▶ What to work on
Please copy out every line in the entries that includes the word "الاسلامية".
::: Provided data
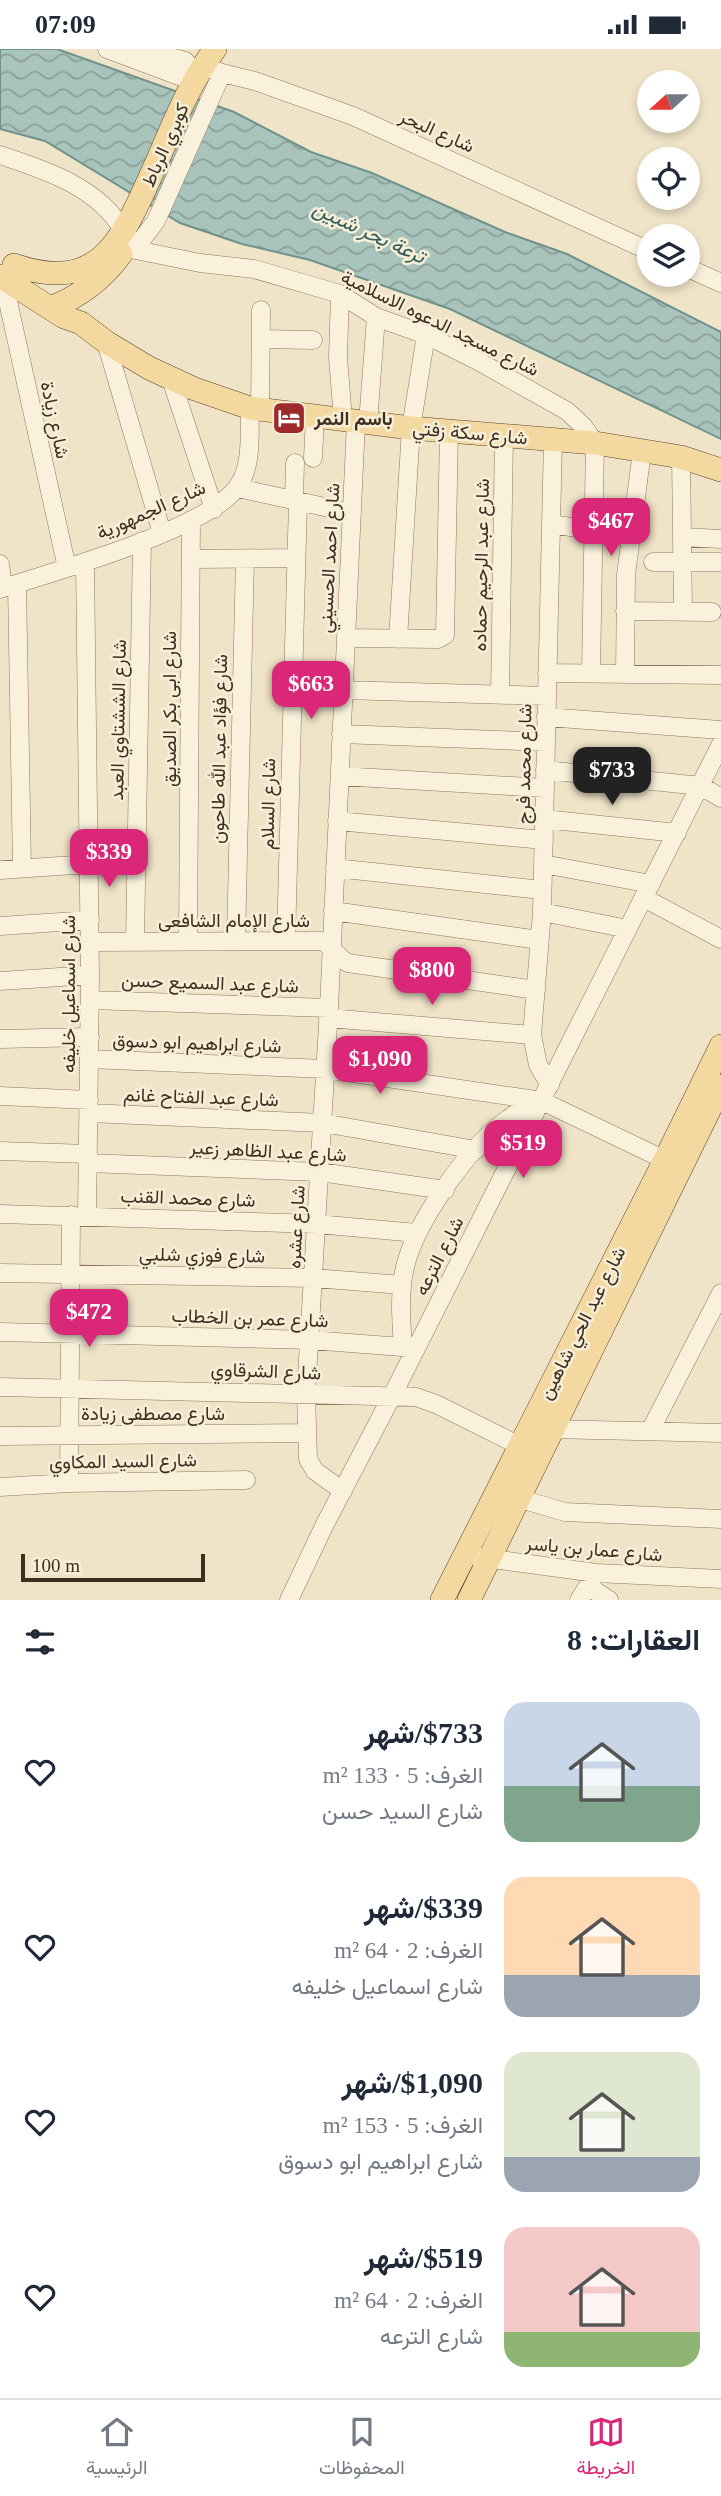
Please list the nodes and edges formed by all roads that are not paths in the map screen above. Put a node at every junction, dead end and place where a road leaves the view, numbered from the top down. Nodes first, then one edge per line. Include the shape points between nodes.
1 (107, 49) edge
2 (142, 49) edge
3 (176, 53) edge
4 (207, 73) edge
5 (0, 155) edge
6 (130, 226) junction
7 (637, 246) edge
8 (5, 269) edge
9 (700, 273) edge
10 (721, 283) edge
11 (340, 294) junction
12 (58, 305) junction
13 (261, 310) dead end
14 (376, 317) junction
15 (426, 335) junction
16 (262, 339) junction
17 (313, 340) dead end
18 (106, 342) junction
19 (171, 379) junction
20 (255, 409) junction
21 (315, 417) junction
22 (356, 422) junction
23 (411, 428) junction
24 (449, 431) junction
25 (504, 435) junction
26 (553, 440) junction
27 (595, 443) junction
28 (642, 451) junction
29 (681, 457) junction
30 (721, 470) edge
31 (237, 488) junction
32 (296, 501) junction
33 (214, 509) junction
34 (352, 513) junction
35 (191, 520) junction
36 (551, 524) junction
37 (592, 530) junction
38 (162, 533) junction
39 (630, 535) junction
40 (682, 537) junction
41 (721, 539) edge
42 (142, 541) junction
43 (295, 558) junction
44 (191, 559) junction
45 (245, 559) junction
46 (85, 562) junction
47 (653, 562) dead end
48 (682, 562) junction
49 (721, 562) edge
50 (0, 564) edge
51 (66, 568) junction
52 (7, 587) edge
53 (625, 611) junction
54 (683, 611) junction
55 (712, 612) dead end
56 (346, 638) junction
57 (398, 639) junction
58 (547, 673) junction
59 (591, 673) junction
60 (625, 674) junction
61 (721, 675) edge
62 (344, 690) junction
63 (499, 695) junction
64 (547, 697) junction
65 (546, 717) junction
66 (721, 730) edge
67 (341, 734) junction
68 (546, 742) junction
69 (721, 744) edge
70 (340, 776) junction
71 (545, 779) junction
72 (701, 786) junction
73 (721, 798) edge
74 (544, 819) junction
75 (337, 821) junction
76 (677, 834) junction
77 (544, 840) junction
78 (89, 864) junction
79 (543, 864) junction
80 (335, 868) junction
81 (22, 869) junction
82 (0, 870) edge
83 (542, 890) junction
84 (647, 891) junction
85 (333, 911) junction
86 (542, 912) junction
87 (90, 919) junction
88 (0, 926) edge
89 (628, 929) junction
90 (721, 939) edge
91 (236, 940) junction
92 (286, 940) junction
93 (540, 940) junction
94 (188, 941) junction
95 (90, 942) junction
96 (135, 942) junction
97 (332, 947) junction
98 (90, 975) junction
99 (0, 981) edge
100 (536, 990) junction
101 (90, 1000) junction
102 (329, 1013) junction
103 (531, 1035) junction
104 (90, 1037) junction
105 (0, 1039) edge
106 (721, 1046) edge
107 (89, 1059) junction
108 (326, 1069) junction
109 (721, 1086) edge
110 (546, 1093) junction
111 (0, 1096) edge
112 (89, 1106) junction
113 (323, 1123) junction
114 (477, 1150) junction
115 (0, 1151) edge
116 (88, 1159) junction
117 (665, 1160) junction
118 (320, 1172) junction
119 (444, 1189) junction
120 (0, 1214) edge
121 (79, 1216) junction
122 (317, 1224) junction
123 (417, 1233) junction
124 (0, 1273) edge
125 (70, 1273) junction
126 (314, 1278) junction
127 (402, 1285) junction
128 (721, 1293) edge
129 (0, 1332) edge
130 (70, 1332) junction
131 (311, 1340) junction
132 (409, 1348) junction
133 (0, 1387) edge
134 (70, 1387) junction
135 (306, 1392) junction
136 (393, 1395) junction
137 (551, 1429) junction
138 (650, 1431) junction
139 (306, 1433) junction
140 (721, 1433) edge
141 (69, 1435) junction
142 (0, 1436) edge
143 (520, 1446) junction
144 (246, 1480) dead end
145 (69, 1483) junction
146 (0, 1487) edge
147 (343, 1491) junction
148 (507, 1496) junction
149 (721, 1519) edge
150 (465, 1554) junction
151 (489, 1559) junction
152 (721, 1579) edge
153 (588, 1587) edge
154 (289, 1600) edge
155 (442, 1600) edge
156 (469, 1600) edge
157 (609, 1600) edge

1 - 4 street via 182,77
2 - 3 street
3 - 4 street
4 - 6 main road, كوبري الرباط
4 - 6 street via 156,221 143,237
4 - 7 street, شارع البحر via 255,81 353,116
5 - 6 street via 90,194
6 - 8 main road via 95,262 70,272
6 - 11 street, شارع مسجد الدعوه الاسلامية via 200,263 254,269
6 - 12 main road via 95,282
8 - 12 main road, شارع سكة زفتي
8 - 51 street, شارع زيادة
9 - 10 street
11 - 14 street, شارع مسجد الدعوه الاسلامية
11 - 22 street via 338,357
12 - 18 main road, شارع سكة زفتي via 64,317 81,323
13 - 16 street
14 - 15 street, شارع مسجد الدعوه الاسلامية
14 - 22 street
15 - 23 street
15 - 27 street, شارع مسجد الدعوه الاسلامية via 567,411
16 - 17 street
16 - 20 street
18 - 19 main road, شارع سكة زفتي
18 - 38 street
19 - 20 main road, شارع سكة زفتي
19 - 33 street
20 - 21 main road, شارع سكة زفتي
20 - 31 street via 246,467
21 - 22 main road, شارع سكة زفتي
21 - 32 street, شارع السلام
22 - 23 main road, شارع سكة زفتي
22 - 34 street, شارع احمد الحسيني
23 - 24 main road, شارع سكة زفتي
23 - 57 street
24 - 25 main road, شارع سكة زفتي
24 - 57 street via 445,635
25 - 26 main road, شارع سكة زفتي
25 - 63 street, شارع عبد الرحيم حماده
26 - 27 main road, شارع سكة زفتي
26 - 36 street, شارع محمد فرج
27 - 28 main road, شارع سكة زفتي
27 - 37 street
28 - 29 main road, شارع سكة زفتي
28 - 39 street
29 - 30 main road, شارع سكة زفتي
29 - 40 street
31 - 32 street
31 - 33 street, شارع الجمهورية
32 - 34 street
32 - 43 street, شارع السلام
33 - 35 street, شارع الجمهورية
34 - 56 street, شارع احمد الحسيني
35 - 38 street, شارع الجمهورية
35 - 44 street, شارع ابى بكر الصديق
36 - 37 street
36 - 58 street, شارع محمد فرج
37 - 39 street
37 - 59 street
38 - 42 street, شارع الجمهورية
39 - 53 street
40 - 41 street
40 - 48 street
42 - 46 street, شارع الجمهورية
42 - 96 street, شارع الششتاوي العبد
43 - 45 street
43 - 92 street, شارع السلام
44 - 45 street
44 - 94 street, شارع ابى بكر الصديق
45 - 91 street, شارع فؤاد عبد الله طاحون
46 - 51 street, شارع الجمهورية
46 - 78 street, شارع اسماعيل خليفه
47 - 48 street
48 - 49 street
48 - 54 street
50 - 52 street
51 - 52 street, شارع الجمهورية
52 - 81 street
53 - 54 street
53 - 60 street
54 - 55 street
56 - 57 street
56 - 62 street, شارع احمد الحسيني
58 - 59 street
58 - 64 street, شارع محمد فرج
59 - 60 street
60 - 61 street
62 - 63 street
62 - 67 street, شارع احمد الحسيني
63 - 64 street
64 - 65 street, شارع محمد فرج
65 - 66 street
65 - 68 street, شارع محمد فرج
67 - 68 street
67 - 70 street, شارع احمد الحسيني
68 - 71 street, شارع محمد فرج
69 - 72 street, شارع الترعه
70 - 71 street
70 - 75 street, شارع احمد الحسيني
71 - 72 street
71 - 74 street, شارع محمد فرج
72 - 73 street
72 - 76 street, شارع الترعه
74 - 76 street
74 - 77 street, شارع محمد فرج
75 - 77 street
75 - 80 street, شارع احمد الحسيني
76 - 84 street, شارع الترعه
77 - 79 street, شارع محمد فرج
78 - 81 street
78 - 87 street, شارع اسماعيل خليفه
79 - 83 street, شارع محمد فرج
79 - 84 street
80 - 83 street
80 - 85 street, شارع احمد الحسيني
81 - 82 street
83 - 86 street, شارع محمد فرج
84 - 89 street, شارع الترعه
84 - 90 street
85 - 93 street
85 - 97 street, شارع احمد الحسيني
86 - 89 street
86 - 93 street, شارع محمد فرج
87 - 88 street
87 - 95 street, شارع اسماعيل خليفه
89 - 110 street, شارع الترعه
91 - 92 street, شارع الإمام الشافعى
91 - 94 street, شارع الإمام الشافعى
92 - 97 street, شارع الإمام الشافعى via 321,941
93 - 100 street, شارع محمد فرج
94 - 96 street, شارع الإمام الشافعى
95 - 96 street, شارع الإمام الشافعى
95 - 98 street, شارع اسماعيل خليفه
97 - 100 street, شارع الإمام الشافعى via 348,963
97 - 102 street, شارع عشره
98 - 99 street
98 - 101 street, شارع اسماعيل خليفه
100 - 103 street, شارع محمد فرج
101 - 102 street, شارع عبد السميع حسن
101 - 104 street, شارع اسماعيل خليفه
102 - 103 street, شارع عبد السميع حسن
102 - 108 street, شارع عشره
103 - 110 street, شارع محمد فرج
104 - 105 street
104 - 107 street, شارع اسماعيل خليفه
106 - 117 main road, شارع عبد الحي شاهين
107 - 108 street, شارع ابراهيم ابو دسوق
107 - 112 street, شارع اسماعيل خليفه
108 - 110 street, شارع ابراهيم ابو دسوق
108 - 113 street, شارع عشره
109 - 137 main road, شارع عبد الحي شاهين
110 - 114 street via 506,1119
110 - 117 street, شارع ابراهيم ابو دسوق
110 - 132 street, شارع الترعه
111 - 112 street, شارع عبد الفتاح غانم
112 - 113 street, شارع عبد الفتاح غانم
112 - 116 street, شارع اسماعيل خليفه
113 - 114 street, شارع عبد الفتاح غانم
113 - 118 street, شارع عشره
114 - 119 street
115 - 116 street, شارع عبد الظاهر زعير
116 - 118 street, شارع عبد الظاهر زعير
116 - 121 street, شارع اسماعيل خليفه
117 - 143 main road, شارع عبد الحي شاهين
118 - 119 street, شارع عبد الظاهر زعير
118 - 122 street, شارع عشره
119 - 123 street
120 - 121 street, شارع محمد القنب
121 - 122 street, شارع محمد القنب
121 - 125 street, شارع اسماعيل خليفه
122 - 123 street, شارع محمد القنب
122 - 126 street, شارع عشره
123 - 127 street
124 - 125 street, شارع فوزي شلبي
125 - 126 street, شارع فوزي شلبي
125 - 130 street, شارع اسماعيل خليفه
126 - 127 street, شارع فوزي شلبي
126 - 131 street, شارع عشره
127 - 132 street via 400,1307
128 - 138 street
129 - 130 street, شارع عمر بن الخطاب
130 - 131 street, شارع عمر بن الخطاب
130 - 134 street, شارع اسماعيل خليفه
131 - 132 street, شارع عمر بن الخطاب
131 - 135 street, شارع عشره
132 - 136 street, شارع الترعه
133 - 134 street, شارع الشرقاوي
134 - 135 street, شارع الشرقاوي
134 - 141 street, شارع اسماعيل خليفه
135 - 136 street, شارع الشرقاوي
135 - 139 street, شارع عشره
136 - 143 street, شارع الشرقاوي via 436,1404
136 - 147 street, شارع الترعه
137 - 138 street
137 - 148 main road, شارع عبد الحي شاهين
138 - 140 street
139 - 141 street, شارع مصطفى زيادة
139 - 147 street, شارع عشره via 308,1459 315,1471
141 - 142 street, شارع مصطفى زيادة
141 - 145 street, شارع اسماعيل خليفه
143 - 148 main road, شارع عبد الحي شاهين
144 - 145 street, شارع السيد المكاوي
145 - 146 street, شارع السيد المكاوي
147 - 154 street, شارع الترعه
148 - 149 street, شارع عمار بن ياسر via 589,1514
148 - 150 main road, شارع عبد الحي شاهين
148 - 151 main road, شارع عبد الحي شاهين
150 - 151 street, شارع عمار بن ياسر
150 - 155 main road, شارع عبد الحي شاهين
151 - 153 street, شارع عمار بن ياسر
151 - 156 main road, شارع عبد الحي شاهين
152 - 153 street, شارع عمار بن ياسر
153 - 157 street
::::::
▶ Written response
6 - 11 street, شارع مسجد الدعوه الاسلامية via 200,263 254,269
11 - 14 street, شارع مسجد الدعوه الاسلامية
14 - 15 street, شارع مسجد الدعوه الاسلامية
15 - 27 street, شارع مسجد الدعوه الاسلامية via 567,411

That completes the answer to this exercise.